> [REQUIRED WORK] Look for the line that contains "middle pip: (450, 318)"; output that line and every line after it exactly, through the final line of the material below, and nothing else.

> [LISTED RECORDS]
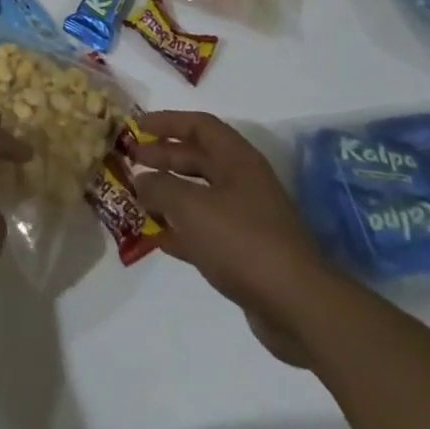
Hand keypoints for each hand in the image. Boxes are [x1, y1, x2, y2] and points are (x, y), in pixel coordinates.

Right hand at [133, 111, 344, 365]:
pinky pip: (207, 230)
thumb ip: (160, 187)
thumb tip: (141, 180)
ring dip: (170, 194)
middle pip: (199, 159)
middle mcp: (244, 182)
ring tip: (138, 197)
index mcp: (238, 160)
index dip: (167, 122)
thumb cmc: (242, 241)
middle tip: (132, 162)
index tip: (138, 127)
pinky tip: (158, 237)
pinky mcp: (247, 252)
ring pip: (201, 195)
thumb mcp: (191, 207)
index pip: (199, 126)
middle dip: (164, 157)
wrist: (297, 305)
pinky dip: (182, 229)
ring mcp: (248, 218)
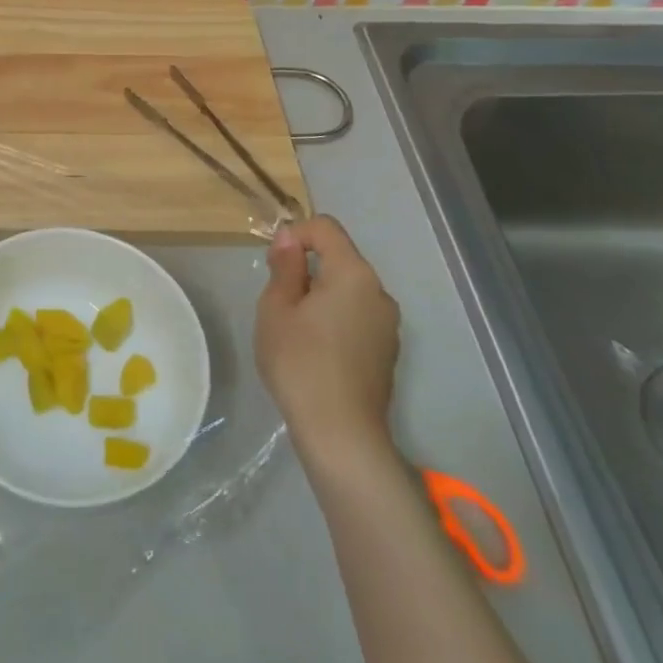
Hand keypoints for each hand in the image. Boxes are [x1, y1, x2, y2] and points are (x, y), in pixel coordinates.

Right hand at [254, 215, 400, 459]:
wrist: (340, 433)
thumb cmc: (300, 362)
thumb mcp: (277, 308)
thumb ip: (285, 267)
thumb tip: (289, 237)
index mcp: (353, 274)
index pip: (326, 228)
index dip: (296, 234)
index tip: (274, 263)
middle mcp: (379, 292)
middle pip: (339, 259)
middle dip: (306, 268)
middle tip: (276, 299)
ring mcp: (388, 324)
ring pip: (348, 290)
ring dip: (320, 295)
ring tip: (293, 327)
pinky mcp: (387, 351)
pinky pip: (357, 316)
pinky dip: (334, 318)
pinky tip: (315, 350)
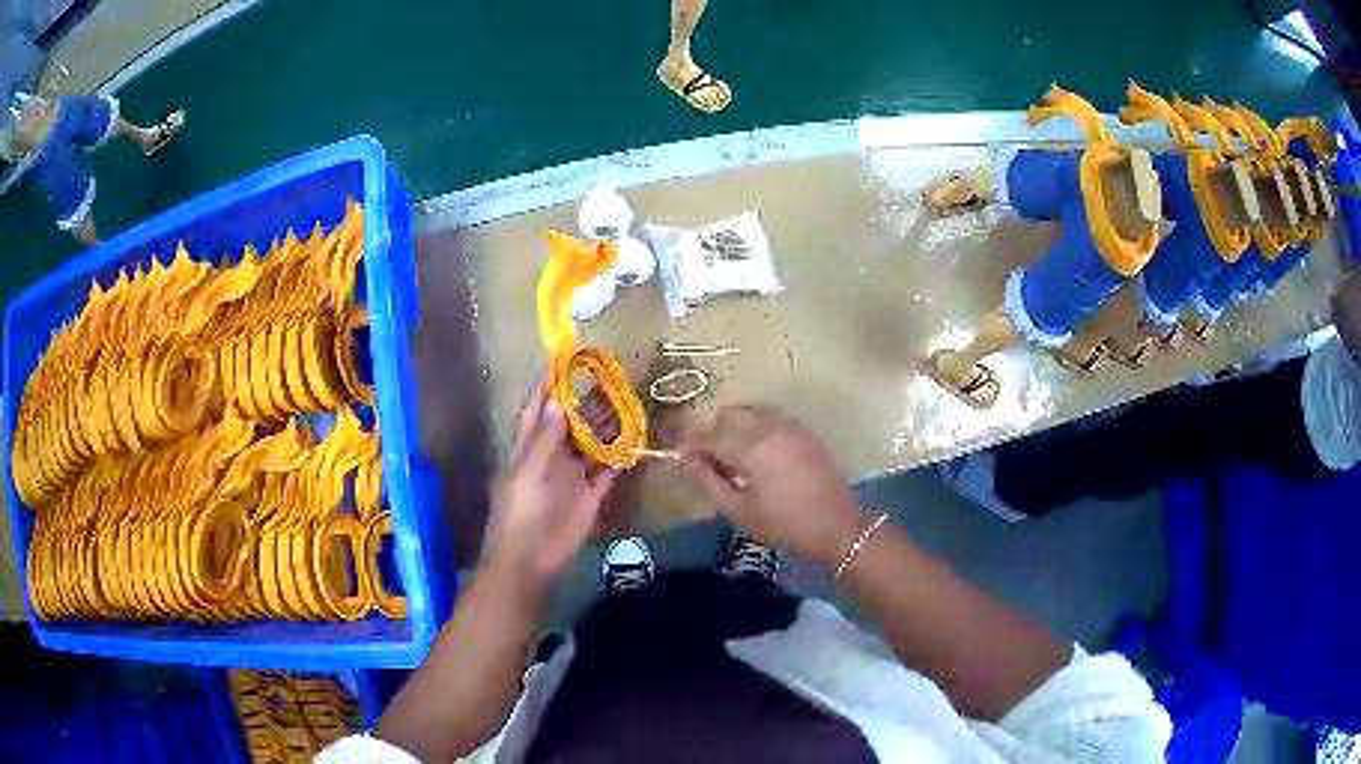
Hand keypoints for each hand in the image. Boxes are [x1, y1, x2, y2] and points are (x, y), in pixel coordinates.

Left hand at [484, 381, 618, 591]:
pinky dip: (621, 455)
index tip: (563, 358)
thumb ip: (544, 440)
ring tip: (630, 400)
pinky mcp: (591, 495)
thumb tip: (558, 403)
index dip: (547, 383)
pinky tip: (637, 438)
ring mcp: (573, 475)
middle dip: (588, 399)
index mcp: (529, 447)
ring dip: (608, 425)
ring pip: (593, 443)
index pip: (537, 408)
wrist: (530, 559)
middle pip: (571, 421)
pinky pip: (608, 470)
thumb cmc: (520, 513)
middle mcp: (552, 456)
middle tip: (612, 375)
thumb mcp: (528, 472)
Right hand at [683, 406, 865, 563]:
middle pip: (731, 414)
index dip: (692, 443)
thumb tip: (688, 459)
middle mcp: (770, 427)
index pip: (711, 436)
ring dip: (736, 425)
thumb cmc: (784, 524)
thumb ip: (710, 481)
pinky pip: (772, 418)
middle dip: (714, 430)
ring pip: (752, 411)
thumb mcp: (739, 510)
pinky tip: (756, 450)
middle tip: (707, 455)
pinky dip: (756, 426)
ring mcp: (791, 426)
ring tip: (731, 452)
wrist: (837, 525)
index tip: (681, 453)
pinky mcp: (804, 431)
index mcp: (752, 447)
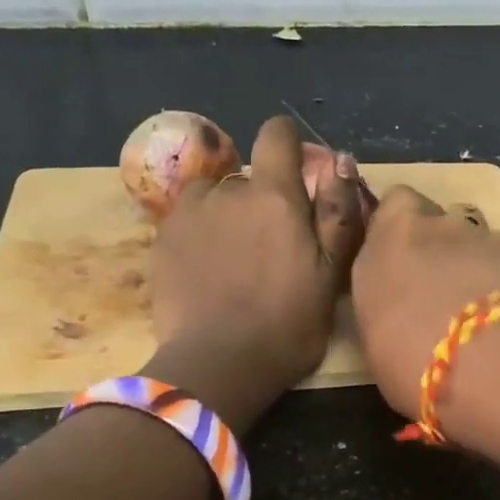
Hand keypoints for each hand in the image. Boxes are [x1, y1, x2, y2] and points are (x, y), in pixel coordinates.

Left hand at [146, 116, 366, 425]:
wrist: (218, 365)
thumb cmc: (288, 324)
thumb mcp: (331, 275)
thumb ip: (336, 213)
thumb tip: (338, 162)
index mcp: (275, 196)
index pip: (276, 135)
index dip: (288, 143)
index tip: (295, 168)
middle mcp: (228, 191)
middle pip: (248, 177)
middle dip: (262, 199)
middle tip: (272, 246)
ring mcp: (189, 214)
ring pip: (214, 197)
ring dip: (226, 213)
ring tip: (234, 258)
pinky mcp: (161, 240)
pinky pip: (187, 220)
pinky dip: (200, 234)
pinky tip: (207, 271)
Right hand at [350, 185, 499, 419]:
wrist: (479, 363)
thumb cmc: (405, 355)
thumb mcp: (371, 331)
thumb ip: (383, 300)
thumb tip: (395, 304)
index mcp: (391, 235)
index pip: (395, 203)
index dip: (401, 226)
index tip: (400, 257)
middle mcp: (438, 223)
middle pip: (439, 221)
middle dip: (439, 246)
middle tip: (438, 291)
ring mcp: (485, 236)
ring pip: (477, 241)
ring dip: (475, 264)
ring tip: (476, 310)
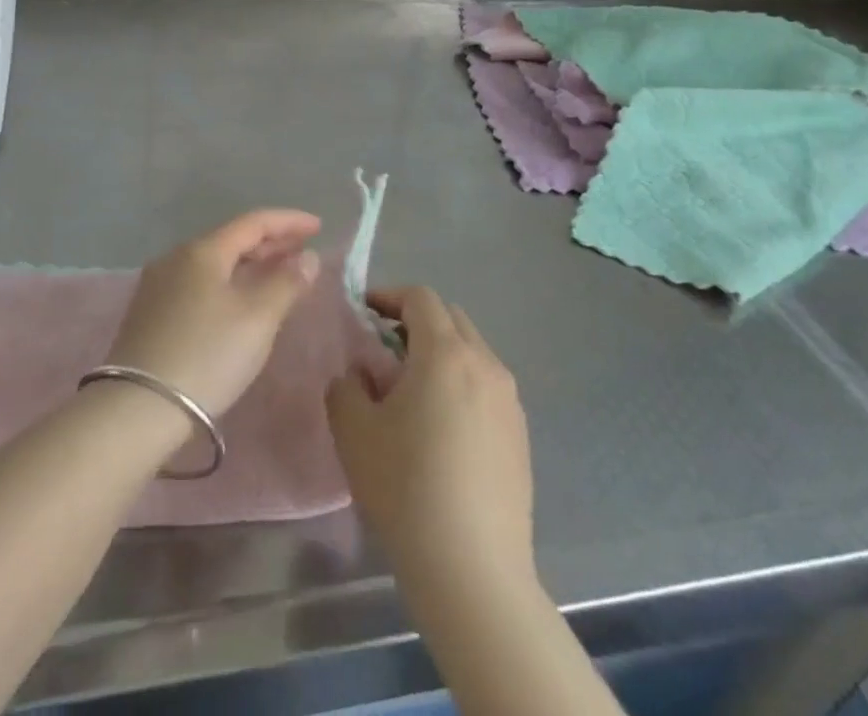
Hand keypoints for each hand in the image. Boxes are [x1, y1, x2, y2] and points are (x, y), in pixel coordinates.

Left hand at [105, 209, 321, 416]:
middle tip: (304, 251)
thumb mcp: (257, 320)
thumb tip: (308, 257)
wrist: (137, 408)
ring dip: (250, 264)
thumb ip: (287, 283)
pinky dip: (229, 283)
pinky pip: (200, 283)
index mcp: (202, 250)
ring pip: (215, 263)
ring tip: (278, 274)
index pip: (253, 222)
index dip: (289, 222)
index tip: (318, 227)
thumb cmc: (207, 356)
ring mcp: (159, 285)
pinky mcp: (151, 313)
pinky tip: (241, 301)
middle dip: (271, 243)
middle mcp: (177, 258)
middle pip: (232, 240)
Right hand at [326, 287, 534, 589]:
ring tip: (413, 392)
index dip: (388, 297)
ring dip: (441, 354)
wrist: (472, 569)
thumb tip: (360, 374)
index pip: (420, 297)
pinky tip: (442, 430)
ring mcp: (510, 400)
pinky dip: (462, 385)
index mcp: (445, 352)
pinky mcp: (521, 435)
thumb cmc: (406, 487)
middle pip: (450, 318)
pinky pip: (487, 387)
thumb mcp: (353, 429)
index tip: (364, 314)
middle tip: (384, 350)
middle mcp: (485, 364)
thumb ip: (346, 385)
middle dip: (416, 322)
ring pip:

> [RESULT OF THIS TASK]
middle pip: (450, 318)
pinky pip: (487, 387)
thumb mcp: (353, 429)
index tip: (364, 314)
middle tip: (384, 350)
middle mcp: (485, 364)
thumb ip: (346, 385)
middle dip: (416, 322)
ring pip:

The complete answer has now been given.